# EXERCISE INSTRUCTIONS:
For every line below, set down an identical copy.

■ ■ ■ ■

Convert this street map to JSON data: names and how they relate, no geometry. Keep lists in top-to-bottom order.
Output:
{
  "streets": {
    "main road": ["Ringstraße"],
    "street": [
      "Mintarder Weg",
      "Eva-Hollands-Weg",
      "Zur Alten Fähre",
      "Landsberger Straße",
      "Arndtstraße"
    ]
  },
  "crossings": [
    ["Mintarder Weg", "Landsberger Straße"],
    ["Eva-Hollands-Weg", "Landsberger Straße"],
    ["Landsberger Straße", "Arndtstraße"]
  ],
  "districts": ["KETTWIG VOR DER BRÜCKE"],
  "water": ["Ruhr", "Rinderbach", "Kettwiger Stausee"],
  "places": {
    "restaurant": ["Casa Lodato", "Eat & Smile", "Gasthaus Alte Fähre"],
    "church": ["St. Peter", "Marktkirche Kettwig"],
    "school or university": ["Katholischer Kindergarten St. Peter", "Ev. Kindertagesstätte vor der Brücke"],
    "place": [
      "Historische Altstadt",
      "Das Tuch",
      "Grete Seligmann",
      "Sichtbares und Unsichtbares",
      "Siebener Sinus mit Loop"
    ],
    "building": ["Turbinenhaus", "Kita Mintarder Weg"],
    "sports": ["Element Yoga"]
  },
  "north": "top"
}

■ ■ ■ ■

# SOLUTION TO THIS TASK:
Convert this street map to JSON data: names and how they relate, no geometry. Keep lists in top-to-bottom order.
Output:
{
  "streets": {
    "main road": ["Ringstraße"],
    "street": [
      "Mintarder Weg",
      "Eva-Hollands-Weg",
      "Zur Alten Fähre",
      "Landsberger Straße",
      "Arndtstraße"
    ]
  },
  "crossings": [
    ["Mintarder Weg", "Landsberger Straße"],
    ["Eva-Hollands-Weg", "Landsberger Straße"],
    ["Landsberger Straße", "Arndtstraße"]
  ],
  "districts": ["KETTWIG VOR DER BRÜCKE"],
  "water": ["Ruhr", "Rinderbach", "Kettwiger Stausee"],
  "places": {
    "restaurant": ["Casa Lodato", "Eat & Smile", "Gasthaus Alte Fähre"],
    "church": ["St. Peter", "Marktkirche Kettwig"],
    "school or university": ["Katholischer Kindergarten St. Peter", "Ev. Kindertagesstätte vor der Brücke"],
    "place": [
      "Historische Altstadt",
      "Das Tuch",
      "Grete Seligmann",
      "Sichtbares und Unsichtbares",
      "Siebener Sinus mit Loop"
    ],
    "building": ["Turbinenhaus", "Kita Mintarder Weg"],
    "sports": ["Element Yoga"]
  },
  "north": "top"
}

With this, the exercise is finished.